Top of Supplied material
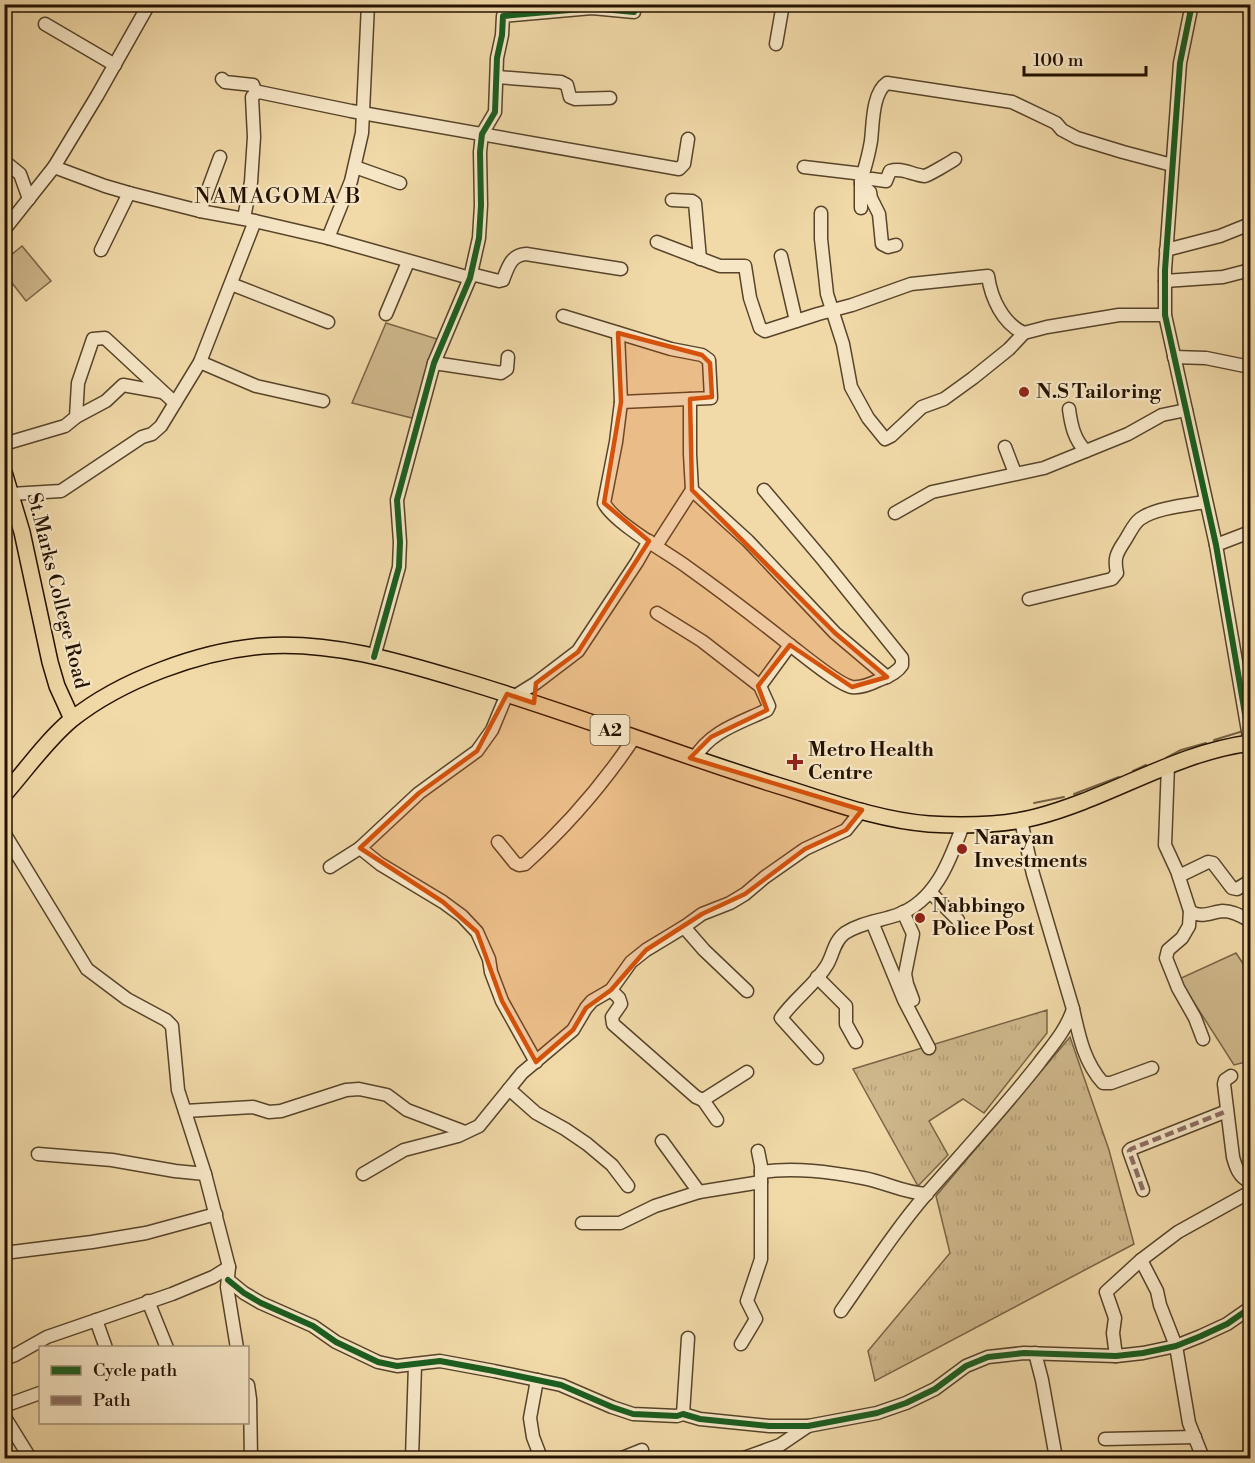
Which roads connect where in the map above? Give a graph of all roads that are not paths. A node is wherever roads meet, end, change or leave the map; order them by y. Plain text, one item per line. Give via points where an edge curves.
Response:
1 (149, 4) edge
2 (368, 4) edge
3 (783, 4) edge
4 (1192, 4) edge
5 (503, 10) edge
6 (634, 12) dead end
7 (45, 24) dead end
8 (776, 44) dead end
9 (115, 65) junction
10 (497, 77) junction
11 (222, 79) dead end
12 (256, 93) junction
13 (610, 98) dead end
14 (363, 113) junction
15 (482, 134) junction
16 (687, 140) dead end
17 (220, 157) dead end
18 (955, 159) dead end
19 (4, 161) edge
20 (1172, 165) junction
21 (54, 167) junction
22 (355, 167) junction
23 (804, 167) dead end
24 (862, 180) junction
25 (400, 183) dead end
26 (129, 192) junction
27 (29, 199) junction
28 (672, 200) dead end
29 (861, 208) dead end
30 (200, 211) junction
31 (821, 213) dead end
32 (249, 220) junction
33 (1251, 224) edge
34 (4, 230) edge
35 (328, 238) junction
36 (657, 242) dead end
37 (896, 245) dead end
38 (101, 250) dead end
39 (1166, 250) junction
40 (781, 256) dead end
41 (700, 259) junction
42 (408, 262) junction
43 (621, 269) dead end
44 (1251, 270) edge
45 (471, 276) junction
46 (1165, 282) junction
47 (231, 284) junction
48 (833, 311) junction
49 (386, 314) dead end
50 (1165, 315) junction
51 (563, 316) dead end
52 (796, 321) junction
53 (328, 322) dead end
54 (618, 333) junction
55 (1024, 333) junction
56 (508, 357) dead end
57 (1174, 357) junction
58 (200, 362) junction
59 (434, 363) junction
60 (1251, 367) edge
61 (162, 392) junction
62 (690, 399) junction
63 (323, 401) dead end
64 (621, 402) junction
65 (175, 403) junction
66 (1069, 409) dead end
67 (1185, 410) junction
68 (76, 417) junction
69 (4, 444) edge
70 (1005, 447) dead end
71 (1086, 451) junction
72 (4, 472) edge
73 (1015, 473) junction
74 (692, 490) junction
75 (764, 490) dead end
76 (11, 494) junction
77 (1205, 502) junction
78 (895, 513) dead end
79 (1251, 532) edge
80 (652, 544) junction
81 (1216, 544) junction
82 (1029, 599) dead end
83 (657, 613) dead end
84 (790, 645) junction
85 (374, 657) junction
86 (887, 677) junction
87 (536, 683) junction
88 (760, 686) junction
89 (511, 695) junction
90 (534, 703) junction
91 (72, 719) junction
92 (634, 738) junction
93 (1250, 743) edge
94 (694, 759) junction
95 (1168, 765) junction
96 (4, 795) edge
97 (862, 810) junction
98 (1021, 821) junction
99 (963, 825) junction
100 (4, 833) edge
101 (498, 842) dead end
102 (360, 848) junction
103 (330, 867) dead end
104 (1179, 876) junction
105 (1251, 881) edge
106 (930, 892) junction
107 (1190, 911) junction
108 (903, 912) junction
109 (958, 920) dead end
110 (1251, 921) edge
111 (872, 922) junction
112 (684, 927) junction
113 (817, 977) junction
114 (610, 990) junction
115 (747, 991) dead end
116 (916, 1008) dead end
117 (1073, 1009) junction
118 (1203, 1039) dead end
119 (856, 1042) dead end
120 (929, 1048) dead end
121 (817, 1058) dead end
122 (536, 1062) junction
123 (1152, 1068) dead end
124 (747, 1072) dead end
125 (1231, 1077) dead end
126 (509, 1089) junction
127 (703, 1100) junction
128 (1227, 1111) junction
129 (185, 1112) junction
130 (717, 1120) dead end
131 (465, 1132) junction
132 (662, 1142) dead end
133 (758, 1151) dead end
134 (39, 1154) dead end
135 (206, 1174) junction
136 (363, 1174) dead end
137 (761, 1177) junction
138 (1251, 1182) edge
139 (628, 1186) dead end
140 (1143, 1190) dead end
141 (699, 1192) junction
142 (1251, 1192) edge
143 (927, 1194) junction
144 (216, 1214) junction
145 (582, 1223) dead end
146 (4, 1253) edge
147 (1141, 1260) junction
148 (229, 1267) junction
149 (228, 1280) junction
150 (148, 1301) junction
151 (1251, 1308) edge
152 (841, 1311) dead end
153 (96, 1320) junction
154 (688, 1338) dead end
155 (741, 1344) dead end
156 (106, 1346) edge
157 (167, 1346) edge
158 (237, 1346) edge
159 (1176, 1346) junction
160 (1035, 1353) junction
161 (1116, 1356) junction
162 (4, 1359) edge
163 (415, 1365) junction
164 (537, 1380) junction
165 (249, 1392) edge
166 (39, 1393) edge
167 (4, 1406) edge
168 (683, 1414) junction
169 (4, 1416) edge
170 (808, 1426) junction
171 (1195, 1437) junction
172 (1105, 1439) dead end
173 (642, 1450) dead end
174 (30, 1458) edge
175 (251, 1458) edge
176 (412, 1458) edge
177 (541, 1458) edge
178 (622, 1458) edge
179 (744, 1458) edge
180 (1056, 1458) edge
181 (1203, 1458) edge

1 - 9 street
2 - 14 street
3 - 8 street
4 - 20 street via 1180,63
5 - 6 street via 592,8
5 - 10 street
7 - 9 street
9 - 21 street
10 - 13 street via 561,82 575,99
10 - 15 street via 495,112
11 - 12 street via 253,85
12 - 14 street
12 - 32 street via 252,97
14 - 15 street
14 - 22 street
15 - 16 street via 679,169 684,164
15 - 45 street via 478,238
17 - 30 street
18 - 24 street via 926,176 895,169 886,181
19 - 27 street via 20,174
20 - 24 street via 1077,138 1012,102 887,83 880,91 873,114
20 - 39 street
21 - 26 street
21 - 27 street
22 - 25 street
22 - 35 street
23 - 24 street
24 - 29 street
24 - 37 street via 879,214 882,244
26 - 30 street
26 - 38 street
27 - 34 street
28 - 41 street via 695,203
30 - 32 street
31 - 48 street via 827,294
32 - 35 street
32 - 47 street
33 - 39 street
35 - 42 street
36 - 41 street
39 - 46 street
40 - 52 street
41 - 52 street via 724,267 745,266 750,298 762,330
42 - 45 street
42 - 49 street
43 - 45 street via 526,254 515,256 503,280
44 - 46 street via 1223,277
45 - 59 street
46 - 50 street
47 - 53 street
47 - 58 street
48 - 52 street
48 - 55 street via 911,284 988,276 1008,324
48 - 55 street via 851,387 885,439 922,407 944,399 973,378
50 - 55 street via 1119,315
50 - 57 street
51 - 54 street
54 - 62 street via 707,358 712,397
54 - 64 street
56 - 59 street via 507,369 501,373
57 - 60 street via 1206,358
57 - 67 street
58 - 63 street via 256,386
58 - 65 street
59 - 85 street via 397,500 399,567
61 - 65 street
61 - 68 street via 123,385 106,401
61 - 68 street via 105,338 93,339 78,382
62 - 64 street
62 - 74 street
64 - 80 street via 604,503
65 - 76 street via 152,434 142,436 62,491
66 - 71 street via 1076,436
67 - 71 street via 1162,415
67 - 77 street
68 - 69 street via 65,426
70 - 73 street
71 - 73 street via 1044,468
72 - 76 main road, St.Marks College Road
73 - 78 street via 932,492
74 - 80 street
74 - 86 street via 748,541 835,633
75 - 86 street via 902,658 901,668
76 - 91 main road, St.Marks College Road via 50,662
77 - 81 street
77 - 82 street via 1139,519 1117,554 1117,573 1112,579
79 - 81 street
80 - 84 street
80 - 87 street via 579,651
81 - 93 street
83 - 88 street via 702,641
84 - 86 street via 852,687
84 - 88 street
85 - 89 main road, A2
85 - 91 main road, A2 via 303,646 232,651 137,681
87 - 89 street
87 - 90 street
88 - 94 street via 769,706 767,710 711,737
89 - 90 main road, A2
89 - 102 street via 477,751 419,793
90 - 92 main road, A2
91 - 96 main road, A2
92 - 94 main road, A2
92 - 101 street via 581,809 525,864 515,863
93 - 95 main road, A2 via 1203,752
94 - 97 main road, A2
95 - 98 main road, A2 via 1072,805
95 - 104 street via 1164,838
97 - 99 main road, A2 via 926,824
97 - 112 street via 846,830 805,849 745,894
98 - 99 main road, A2
98 - 117 street
99 - 106 street via 945,870
100 - 129 street via 87,969 172,1026 178,1090
102 - 103 street
102 - 122 street via 443,902 477,932 502,1001
104 - 105 street via 1208,862 1232,888 1238,889
104 - 107 street
106 - 108 street
106 - 109 street
107 - 110 street via 1196,915 1224,911
107 - 118 street via 1189,926 1168,950 1166,958
108 - 111 street
108 - 116 street via 913,934 905,974
111 - 113 street via 843,934
111 - 120 street
112 - 114 street via 631,962
112 - 115 street
113 - 119 street via 846,1006 846,1024
113 - 121 street via 781,1018
114 - 122 street via 592,1001 573,1030
114 - 127 street via 621,1004 612,1017 613,1024 689,1093
117 - 123 street via 1089,1066 1103,1083
117 - 143 street via 1025,1081
122 - 126 street
124 - 127 street
125 - 128 street via 1224,1084
126 - 131 street via 479,1126
126 - 139 street via 536,1113 587,1144 612,1165
127 - 130 street
128 - 138 street via 1236,1168 1243,1179
128 - 140 street via 1131,1149
129 - 131 street via 253,1107 281,1111 359,1089 387,1095 407,1110
129 - 135 street
131 - 136 street via 404,1150
132 - 141 street
133 - 137 street
134 - 135 street
135 - 144 street
137 - 141 street
137 - 143 street via 783,1170 811,1170
137 - 155 street via 761,1259 747,1301 756,1319
141 - 145 street via 620,1223
142 - 147 street via 1178,1232
143 - 152 street
144 - 146 street via 146,1233
144 - 148 street
147 - 159 street via 1157,1291
147 - 161 street via 1106,1292 1115,1318
148 - 149 street
148 - 150 street via 213,1277
149 - 158 street
149 - 163 street via 261,1303 313,1326 362,1356 397,1366
150 - 153 street
150 - 157 street
151 - 159 street via 1227,1324
153 - 156 street
153 - 162 street via 47,1337
154 - 168 street
159 - 161 street
159 - 171 street
160 - 161 street
160 - 170 street via 982,1358 906,1403 877,1413
160 - 180 street
163 - 164 street via 440,1361
163 - 176 street
164 - 168 street via 569,1388 633,1414
164 - 177 street via 531,1418
165 - 175 street
166 - 167 street
168 - 170 street via 769,1426
169 - 174 street
170 - 179 street via 780,1445
171 - 172 street
171 - 181 street
173 - 178 street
Bottom of Supplied material
- To do
Scan the material above. Copy each line that holds the word "Marks".

- Written response
72 - 76 main road, St.Marks College Road
76 - 91 main road, St.Marks College Road via 50,662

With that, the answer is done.